Town in Saskatchewan, Canada

Ponteix (/ˈpɒntɛks/, PON-teks) is a town in southwestern Saskatchewan, Canada, 86 km southeast of Swift Current. It is on Highway 628, just north of Highway 13.

== History ==
In 1908, Father Albert-Marie Royer from the Auvergne region in France established a parish and hamlet called Notre-Dame d’Auvergne north of Notukeu Creek. Five years later, the townsite was moved south of the creek when the Canadian Pacific Railway laid track there. After the move, the community was renamed Ponteix after Father Royer's former parish in France (Le Ponteix, commune of Aydat).

== Demographics ==
In the 2021 Census of Population conducted by Statistics Canada, Ponteix had a population of 577 living in 242 of its 276 total private dwellings, a change of from its 2016 population of 563. With a land area of 1.19 km2, it had a population density of in 2021.

== Climate ==

According to the 2011 federal census, 175 of Ponteix's residents spoke both official languages (English and French).
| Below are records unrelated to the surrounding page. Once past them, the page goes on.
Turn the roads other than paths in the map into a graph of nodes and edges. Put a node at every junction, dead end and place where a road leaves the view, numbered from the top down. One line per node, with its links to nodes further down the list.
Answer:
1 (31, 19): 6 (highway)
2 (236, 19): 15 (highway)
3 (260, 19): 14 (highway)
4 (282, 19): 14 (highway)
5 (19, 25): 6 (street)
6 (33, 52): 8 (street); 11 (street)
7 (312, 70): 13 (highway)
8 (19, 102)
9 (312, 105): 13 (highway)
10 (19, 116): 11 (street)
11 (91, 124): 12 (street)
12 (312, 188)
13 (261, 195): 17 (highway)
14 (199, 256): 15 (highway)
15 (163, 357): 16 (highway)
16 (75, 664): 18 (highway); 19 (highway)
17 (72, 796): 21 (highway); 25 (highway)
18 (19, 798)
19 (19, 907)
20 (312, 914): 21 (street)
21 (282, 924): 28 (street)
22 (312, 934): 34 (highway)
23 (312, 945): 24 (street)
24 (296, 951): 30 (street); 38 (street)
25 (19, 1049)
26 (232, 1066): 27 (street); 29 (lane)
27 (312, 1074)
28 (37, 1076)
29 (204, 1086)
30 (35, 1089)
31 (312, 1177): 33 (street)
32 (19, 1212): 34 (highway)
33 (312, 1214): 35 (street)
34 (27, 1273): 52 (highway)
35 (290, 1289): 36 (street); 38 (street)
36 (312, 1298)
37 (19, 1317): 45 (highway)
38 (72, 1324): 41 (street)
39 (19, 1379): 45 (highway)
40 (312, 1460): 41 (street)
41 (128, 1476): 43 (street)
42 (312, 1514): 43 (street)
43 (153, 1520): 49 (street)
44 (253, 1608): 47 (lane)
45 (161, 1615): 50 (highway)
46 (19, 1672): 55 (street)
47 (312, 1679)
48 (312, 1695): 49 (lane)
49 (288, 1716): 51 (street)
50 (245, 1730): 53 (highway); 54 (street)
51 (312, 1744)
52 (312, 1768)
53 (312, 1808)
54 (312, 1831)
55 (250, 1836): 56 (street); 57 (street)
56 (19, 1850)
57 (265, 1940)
Climate data for Ponteix, Saskatchewan
| Month | Jan | Feb | Mar | Apr | May | Jun | Jul | Aug | Sep | Oct | Nov | Dec | Year |
| Record high °C (°F) | 10.6 (51.1) | 5.8 (42.4) | 13.9 (57.0) | 21.4 (70.5) | 29.6 (85.3) | 32.8 (91.0) | 34.5 (94.1) | 34.1 (93.4) | 32.0 (89.6) | 23.6 (74.5) | 15.0 (59.0) | 9.1 (48.4) | 34.5 (94.1) |
| Mean daily maximum °C (°F) | −9.6 (14.7) | −11.6 (11.1) | −5.8 (21.6) | 3.7 (38.7) | 11.2 (52.2) | 17.4 (63.3) | 21.0 (69.8) | 20.2 (68.4) | 13.1 (55.6) | 5.1 (41.2) | −6.0 (21.2) | −9.5 (14.9) | 4.3 (39.7) |
| Daily mean °C (°F) | −14.4 (6.1) | −16.8 (1.8) | −10.6 (12.9) | −2.0 (28.4) | 5.3 (41.5) | 11.1 (52.0) | 14.1 (57.4) | 13.1 (55.6) | 6.8 (44.2) | 0.1 (32.2) | −10.0 (14.0) | −13.8 (7.2) | −2.1 (28.2) |
| Mean daily minimum °C (°F) | −19.1 (−2.4) | −22.0 (−7.6) | −15.4 (4.3) | −8.0 (17.6) | 0.5 (32.9) | 4.7 (40.5) | 7.1 (44.8) | 5.9 (42.6) | 0.6 (33.1) | −4.9 (23.2) | −14.8 (5.4) | −18.1 (−0.6) | −6.4 (20.5) |
| Record low °C (°F) | −39.0 (−38.2) | −43.5 (−46.3) | −34.4 (−29.9) | −27.5 (−17.5) | −15.0 (5.0) | −6.4 (20.5) | −2.5 (27.5) | −3.5 (25.7) | −11.5 (11.3) | −26.5 (−15.7) | −35.5 (−31.9) | −39.5 (−39.1) | −43.5 (−46.3) |
| Average precipitation mm (inches) | 16 (0.6) | 9 (0.4) | 15 (0.6) | 23 (0.9) | 55 (2.2) | 70 (2.8) | 61 (2.4) | 47 (1.9) | 27 (1.1) | 18 (0.7) | 15 (0.6) | 17 (0.7) | 363 (14.3) |
| Average snowfall cm (inches) | 16 (6.3) | 14 (5.4) | 12 (4.7) | 4.8 (1.9) | 0.76 (0.3) | 0.0 (0.0) | 0.0 (0.0) | 0.0 (0.0) | 0.25 (0.1) | 3.6 (1.4) | 7.9 (3.1) | 14 (5.5) | 73 (28.7) |
| Average precipitation days | 6.9 | 5.1 | 6.3 | 5.9 | 8.4 | 8.4 | 7.4 | 6.3 | 5.8 | 5.6 | 6.7 | 6.8 | 80.6 |
| Average snowy days | 9.2 | 7.5 | 6.4 | 2.7 | 0.4 | 0.0 | 0.0 | 0.0 | 0.2 | 2.4 | 6.6 | 9.4 | 45.8 |
| Average relative humidity (%) | 77 | 70 | 62 | 55 | 51 | 54 | 55 | 57 | 59 | 63 | 71 | 77 | 63 |
| Mean monthly sunshine hours | 95.0 | 118.0 | 177.0 | 224.0 | 285.0 | 330.0 | 348.0 | 313.0 | 243.0 | 166.0 | 91.0 | 71.0 | 2,451 |
^{[citation needed]}

== Notukeu Regional Park ==
Notukeu Regional Park is a regional park along the banks of Notukeu Creek and adjacent to Ponteix. The park has a campground, golf course, spray park, and swimming pool. It is a small park that was founded in 1964.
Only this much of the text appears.